Which county will become the first to close all of its correctional facilities?

As the U.S. prison population continues to balloon, the nation’s top prison system is grappling with how to manage the aging facilities and keep them safe.

As many as a half-dozen counties in the South and West have already closed or are considering closing their facilities, including Georgia’s McDonough County in the Atlanta suburbs.

The Georgia Department of Corrections said in a statement it has no immediate plans to reopen.

It cited a recent decline in inmate occupancy and a shortage of staff.

“There are no new vacancies at McDonaughey County, but we do have limited capacity at several facilities, and there are not enough correctional officers to keep up with the growing demand for our services,” the statement said.

In Mississippi, the state’s largest county, the Jackson Department of Correction closed its prison on Dec. 23 after a prison safety and health crisis prompted the state to suspend its use of solitary confinement for inmates and temporarily suspend use of electronic monitoring devices.

The state also said it is reviewing its use-of-force policy, and has asked the Department of Public Safety to review its use policies and training.

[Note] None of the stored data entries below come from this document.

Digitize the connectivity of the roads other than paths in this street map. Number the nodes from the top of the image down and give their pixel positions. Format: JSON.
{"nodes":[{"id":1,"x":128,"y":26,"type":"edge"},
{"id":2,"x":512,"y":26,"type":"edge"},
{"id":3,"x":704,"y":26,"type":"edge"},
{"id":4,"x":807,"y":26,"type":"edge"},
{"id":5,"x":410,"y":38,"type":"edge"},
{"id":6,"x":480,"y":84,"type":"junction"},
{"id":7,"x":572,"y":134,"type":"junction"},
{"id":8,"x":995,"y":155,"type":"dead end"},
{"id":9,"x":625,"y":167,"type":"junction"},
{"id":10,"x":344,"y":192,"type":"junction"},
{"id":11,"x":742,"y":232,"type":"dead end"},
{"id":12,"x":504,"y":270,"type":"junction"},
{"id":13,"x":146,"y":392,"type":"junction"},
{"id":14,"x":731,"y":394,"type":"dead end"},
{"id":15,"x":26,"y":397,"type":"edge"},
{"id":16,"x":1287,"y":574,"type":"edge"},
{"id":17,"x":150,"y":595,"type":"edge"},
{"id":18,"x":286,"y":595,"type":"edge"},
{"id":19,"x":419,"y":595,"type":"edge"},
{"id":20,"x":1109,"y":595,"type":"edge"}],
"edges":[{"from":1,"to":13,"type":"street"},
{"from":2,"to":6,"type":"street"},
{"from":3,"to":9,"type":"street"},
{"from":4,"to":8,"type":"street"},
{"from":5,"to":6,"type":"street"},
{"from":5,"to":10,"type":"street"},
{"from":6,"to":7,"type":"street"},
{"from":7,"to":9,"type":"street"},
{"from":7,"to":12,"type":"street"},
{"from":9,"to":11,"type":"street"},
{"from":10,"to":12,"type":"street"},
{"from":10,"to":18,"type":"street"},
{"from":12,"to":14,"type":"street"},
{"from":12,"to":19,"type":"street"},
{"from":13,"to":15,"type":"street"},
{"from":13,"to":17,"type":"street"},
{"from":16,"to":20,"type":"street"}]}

“It is time for us to focus on the health and safety of our citizens and the public, and that includes those incarcerated at the McDonaghy County Correctional Facility,” the state said in the statement.

“It is imperative that all correctional officers have the training and the training necessary to provide a safe environment and ensure the health, safety and welfare of our communities.”

Officials from other states, including Florida, Alabama, Tennessee and Texas, have also said they will review their use-code policies.

The closure of prisons nationwide follows a string of closures at other facilities.

In March, the Department for Homeland Security announced it was reducing the number of inmates it holds at facilities nationwide by 50 percent and moving them to county jails.